傾斜部30の傾斜角度は、車体から衝撃を受ける可能性がある方向に沿うように各種の角度に設定することが可能である。上述の実施形態においては、傾斜部30が、斜め方向へ傾斜している例を記載したが、上方側からの衝撃を受ける等の可能性がある場合は、例えば側方保護部20に対する傾斜部30の傾斜角度を90度(水平面に対する傾斜角度を0度)となるように屈曲させ、側方保護部20に対して略L字状に折れ曲がった形状としても良い。また、傾斜部30と側方保護部20とは、円弧状に連結すると良い。上述の実施形態においては、傾斜部30と側方保護部20とが一体的に形成されているが、それぞれ分割された部材で構成しても良い。また、突出部40が、傾斜部30から側方保護部20に至る中間部において形成されているが、突出部40は、傾斜部30から側方保護部20に至る間であれば、任意の位置に形成することができる。

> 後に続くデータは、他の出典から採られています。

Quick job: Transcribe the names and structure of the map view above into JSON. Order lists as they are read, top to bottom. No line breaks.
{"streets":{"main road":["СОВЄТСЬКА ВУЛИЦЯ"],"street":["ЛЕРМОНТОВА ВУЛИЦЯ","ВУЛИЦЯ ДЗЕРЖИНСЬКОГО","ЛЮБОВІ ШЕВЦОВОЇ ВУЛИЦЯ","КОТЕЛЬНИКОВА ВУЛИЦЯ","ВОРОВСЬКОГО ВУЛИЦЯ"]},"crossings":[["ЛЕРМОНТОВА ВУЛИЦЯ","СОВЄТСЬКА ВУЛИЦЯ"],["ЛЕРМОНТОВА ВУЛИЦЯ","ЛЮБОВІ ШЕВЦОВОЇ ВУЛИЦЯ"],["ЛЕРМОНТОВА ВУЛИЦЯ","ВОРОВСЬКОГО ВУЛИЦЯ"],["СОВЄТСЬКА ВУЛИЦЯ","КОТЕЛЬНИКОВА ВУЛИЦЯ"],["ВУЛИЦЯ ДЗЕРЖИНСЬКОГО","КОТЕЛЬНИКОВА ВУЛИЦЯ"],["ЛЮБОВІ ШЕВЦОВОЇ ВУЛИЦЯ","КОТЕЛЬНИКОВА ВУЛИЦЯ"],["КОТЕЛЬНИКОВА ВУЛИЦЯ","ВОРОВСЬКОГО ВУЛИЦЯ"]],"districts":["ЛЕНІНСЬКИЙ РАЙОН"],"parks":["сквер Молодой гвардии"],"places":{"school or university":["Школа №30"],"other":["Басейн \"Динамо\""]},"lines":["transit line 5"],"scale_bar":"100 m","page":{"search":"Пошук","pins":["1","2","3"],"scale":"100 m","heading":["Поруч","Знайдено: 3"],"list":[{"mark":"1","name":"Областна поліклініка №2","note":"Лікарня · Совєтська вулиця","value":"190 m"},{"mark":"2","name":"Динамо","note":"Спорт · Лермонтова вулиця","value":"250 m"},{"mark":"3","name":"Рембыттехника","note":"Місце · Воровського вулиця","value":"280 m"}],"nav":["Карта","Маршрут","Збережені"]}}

また、突出部40は、傾斜部30及び側方保護部20の幅方向の端部側において、PCU50に向けて突き出すように形成されているが、突出部40のいずれかがPCU50に締結されるものであり、いずれかがPCU50と当接が可能なものであれば、突き出し方向は任意の方向に設定できる。
上述の実施形態においては、突出部40とPCU50とが、PCU50の上方側から締結されているが、突出部40とPCU50とを締結する方向は、保護部材10のPCU50への取り付け作業が容易な方向であれば、各種の方向を採用することが可能である。例えば、横方向からの取り付けが容易な場合は、横方向から締結されるものであっても良い。また、締結は、ボルトによるものだけではなく、各種の締結手段を採用できる。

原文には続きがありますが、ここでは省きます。